— Task requirements —
Among the records below, find each line bearing the word "Rodríguez" and copy it.

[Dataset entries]
-------------------------

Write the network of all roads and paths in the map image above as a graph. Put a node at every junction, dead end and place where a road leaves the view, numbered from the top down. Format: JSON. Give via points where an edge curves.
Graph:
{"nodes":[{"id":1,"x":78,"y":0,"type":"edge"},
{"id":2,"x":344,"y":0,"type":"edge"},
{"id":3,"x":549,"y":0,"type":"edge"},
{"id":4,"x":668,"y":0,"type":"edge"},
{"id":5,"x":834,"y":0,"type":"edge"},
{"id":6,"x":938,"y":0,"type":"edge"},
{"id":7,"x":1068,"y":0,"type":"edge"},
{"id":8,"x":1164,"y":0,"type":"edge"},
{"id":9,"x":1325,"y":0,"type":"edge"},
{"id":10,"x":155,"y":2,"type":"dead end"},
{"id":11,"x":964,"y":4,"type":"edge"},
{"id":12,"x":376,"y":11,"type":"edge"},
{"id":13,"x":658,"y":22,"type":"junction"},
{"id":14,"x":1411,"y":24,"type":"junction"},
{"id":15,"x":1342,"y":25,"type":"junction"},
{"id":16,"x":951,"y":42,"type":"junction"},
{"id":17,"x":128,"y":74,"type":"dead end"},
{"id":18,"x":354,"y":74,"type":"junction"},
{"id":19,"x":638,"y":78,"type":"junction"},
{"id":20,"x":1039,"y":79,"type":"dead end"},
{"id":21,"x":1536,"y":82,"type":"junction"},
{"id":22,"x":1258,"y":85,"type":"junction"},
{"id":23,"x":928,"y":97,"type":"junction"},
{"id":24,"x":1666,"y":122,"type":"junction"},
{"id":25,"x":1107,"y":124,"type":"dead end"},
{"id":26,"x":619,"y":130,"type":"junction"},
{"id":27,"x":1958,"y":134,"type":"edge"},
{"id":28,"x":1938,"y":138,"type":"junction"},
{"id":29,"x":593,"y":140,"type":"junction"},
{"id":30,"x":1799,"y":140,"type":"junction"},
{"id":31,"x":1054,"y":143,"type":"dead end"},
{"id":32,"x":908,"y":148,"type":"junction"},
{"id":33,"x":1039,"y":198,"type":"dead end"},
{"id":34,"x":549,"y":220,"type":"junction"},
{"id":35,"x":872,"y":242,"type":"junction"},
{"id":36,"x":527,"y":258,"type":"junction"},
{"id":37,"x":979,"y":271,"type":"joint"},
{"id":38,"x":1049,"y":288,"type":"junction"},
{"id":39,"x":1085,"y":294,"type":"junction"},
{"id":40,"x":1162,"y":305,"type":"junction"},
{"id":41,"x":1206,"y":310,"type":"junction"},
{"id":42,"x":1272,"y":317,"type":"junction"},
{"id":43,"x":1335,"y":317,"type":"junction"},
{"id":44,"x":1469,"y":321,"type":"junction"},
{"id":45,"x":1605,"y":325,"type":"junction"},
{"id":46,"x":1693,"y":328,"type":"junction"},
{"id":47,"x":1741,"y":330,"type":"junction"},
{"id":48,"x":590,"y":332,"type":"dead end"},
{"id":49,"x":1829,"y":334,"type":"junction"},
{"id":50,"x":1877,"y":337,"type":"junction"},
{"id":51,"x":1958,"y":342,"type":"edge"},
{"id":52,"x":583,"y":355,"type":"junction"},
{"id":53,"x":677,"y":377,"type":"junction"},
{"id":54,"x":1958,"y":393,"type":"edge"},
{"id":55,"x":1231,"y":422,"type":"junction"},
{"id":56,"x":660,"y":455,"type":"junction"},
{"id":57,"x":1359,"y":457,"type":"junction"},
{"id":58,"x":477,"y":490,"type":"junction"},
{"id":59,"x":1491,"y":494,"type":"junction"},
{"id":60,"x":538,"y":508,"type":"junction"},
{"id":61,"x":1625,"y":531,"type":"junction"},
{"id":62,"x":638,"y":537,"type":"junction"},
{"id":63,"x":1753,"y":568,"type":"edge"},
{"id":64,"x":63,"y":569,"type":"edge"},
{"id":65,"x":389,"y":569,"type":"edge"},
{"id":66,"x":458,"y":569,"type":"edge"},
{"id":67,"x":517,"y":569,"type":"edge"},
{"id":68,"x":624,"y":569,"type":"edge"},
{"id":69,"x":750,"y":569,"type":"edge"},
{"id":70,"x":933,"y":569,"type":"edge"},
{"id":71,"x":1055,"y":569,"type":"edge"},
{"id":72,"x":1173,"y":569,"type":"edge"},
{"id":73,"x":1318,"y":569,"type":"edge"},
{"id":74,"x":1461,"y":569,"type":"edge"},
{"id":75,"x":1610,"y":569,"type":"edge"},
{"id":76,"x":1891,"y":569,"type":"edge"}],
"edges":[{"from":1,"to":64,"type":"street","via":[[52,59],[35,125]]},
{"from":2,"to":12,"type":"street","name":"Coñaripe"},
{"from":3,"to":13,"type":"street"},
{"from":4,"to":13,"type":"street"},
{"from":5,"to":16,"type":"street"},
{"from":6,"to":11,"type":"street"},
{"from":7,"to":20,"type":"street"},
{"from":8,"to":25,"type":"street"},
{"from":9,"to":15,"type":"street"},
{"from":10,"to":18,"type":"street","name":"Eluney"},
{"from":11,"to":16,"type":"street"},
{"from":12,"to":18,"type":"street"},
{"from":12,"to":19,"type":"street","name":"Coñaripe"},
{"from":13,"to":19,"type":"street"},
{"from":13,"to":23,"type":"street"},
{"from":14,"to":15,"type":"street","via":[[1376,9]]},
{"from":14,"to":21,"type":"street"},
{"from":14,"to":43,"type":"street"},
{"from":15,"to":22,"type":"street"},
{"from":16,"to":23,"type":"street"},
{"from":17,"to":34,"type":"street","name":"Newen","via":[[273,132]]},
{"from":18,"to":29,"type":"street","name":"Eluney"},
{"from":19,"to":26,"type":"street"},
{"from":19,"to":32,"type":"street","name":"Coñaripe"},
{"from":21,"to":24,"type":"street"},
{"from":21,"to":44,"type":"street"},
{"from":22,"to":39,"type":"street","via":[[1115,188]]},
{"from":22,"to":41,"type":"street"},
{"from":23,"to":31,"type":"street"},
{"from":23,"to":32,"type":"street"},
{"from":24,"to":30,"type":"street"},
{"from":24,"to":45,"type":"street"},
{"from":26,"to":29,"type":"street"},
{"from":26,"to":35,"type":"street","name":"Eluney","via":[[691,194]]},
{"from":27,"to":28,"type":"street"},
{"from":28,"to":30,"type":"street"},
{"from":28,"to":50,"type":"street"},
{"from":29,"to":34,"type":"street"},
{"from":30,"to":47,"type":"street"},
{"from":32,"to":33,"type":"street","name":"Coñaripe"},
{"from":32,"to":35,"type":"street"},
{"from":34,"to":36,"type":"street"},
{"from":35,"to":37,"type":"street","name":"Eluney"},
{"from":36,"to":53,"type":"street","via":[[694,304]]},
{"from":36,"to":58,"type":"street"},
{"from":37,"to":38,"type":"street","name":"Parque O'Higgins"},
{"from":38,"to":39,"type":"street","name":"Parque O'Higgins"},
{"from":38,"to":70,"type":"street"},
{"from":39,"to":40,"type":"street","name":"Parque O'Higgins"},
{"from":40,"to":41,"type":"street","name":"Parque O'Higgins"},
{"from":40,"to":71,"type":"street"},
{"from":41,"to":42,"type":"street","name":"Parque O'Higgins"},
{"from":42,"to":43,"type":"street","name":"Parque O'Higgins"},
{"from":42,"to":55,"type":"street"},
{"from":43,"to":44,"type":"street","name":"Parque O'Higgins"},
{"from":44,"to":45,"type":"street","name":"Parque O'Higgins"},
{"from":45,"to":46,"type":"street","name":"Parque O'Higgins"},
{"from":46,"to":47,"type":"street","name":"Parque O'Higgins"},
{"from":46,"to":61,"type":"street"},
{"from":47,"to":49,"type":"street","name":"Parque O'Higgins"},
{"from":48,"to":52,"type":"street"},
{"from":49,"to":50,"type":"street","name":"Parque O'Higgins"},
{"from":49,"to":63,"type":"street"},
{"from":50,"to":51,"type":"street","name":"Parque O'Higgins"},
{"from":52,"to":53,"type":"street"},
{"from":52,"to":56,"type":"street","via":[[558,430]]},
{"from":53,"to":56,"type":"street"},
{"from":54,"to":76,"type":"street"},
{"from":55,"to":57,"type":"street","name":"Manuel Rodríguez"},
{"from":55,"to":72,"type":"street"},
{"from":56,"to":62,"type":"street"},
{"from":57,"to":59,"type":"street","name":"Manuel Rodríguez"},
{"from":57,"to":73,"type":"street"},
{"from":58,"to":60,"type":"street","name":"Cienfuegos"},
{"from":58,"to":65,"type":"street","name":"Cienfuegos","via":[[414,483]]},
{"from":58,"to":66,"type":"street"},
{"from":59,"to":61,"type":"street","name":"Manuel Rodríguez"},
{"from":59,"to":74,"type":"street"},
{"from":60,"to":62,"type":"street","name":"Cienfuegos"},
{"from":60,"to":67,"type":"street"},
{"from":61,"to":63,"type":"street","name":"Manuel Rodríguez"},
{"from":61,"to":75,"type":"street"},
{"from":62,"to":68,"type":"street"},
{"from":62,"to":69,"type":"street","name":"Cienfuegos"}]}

-------------------------

— Your response —
{"from":55,"to":57,"type":"street","name":"Manuel Rodríguez"},
{"from":57,"to":59,"type":"street","name":"Manuel Rodríguez"},
{"from":59,"to":61,"type":"street","name":"Manuel Rodríguez"},
{"from":61,"to":63,"type":"street","name":"Manuel Rodríguez"},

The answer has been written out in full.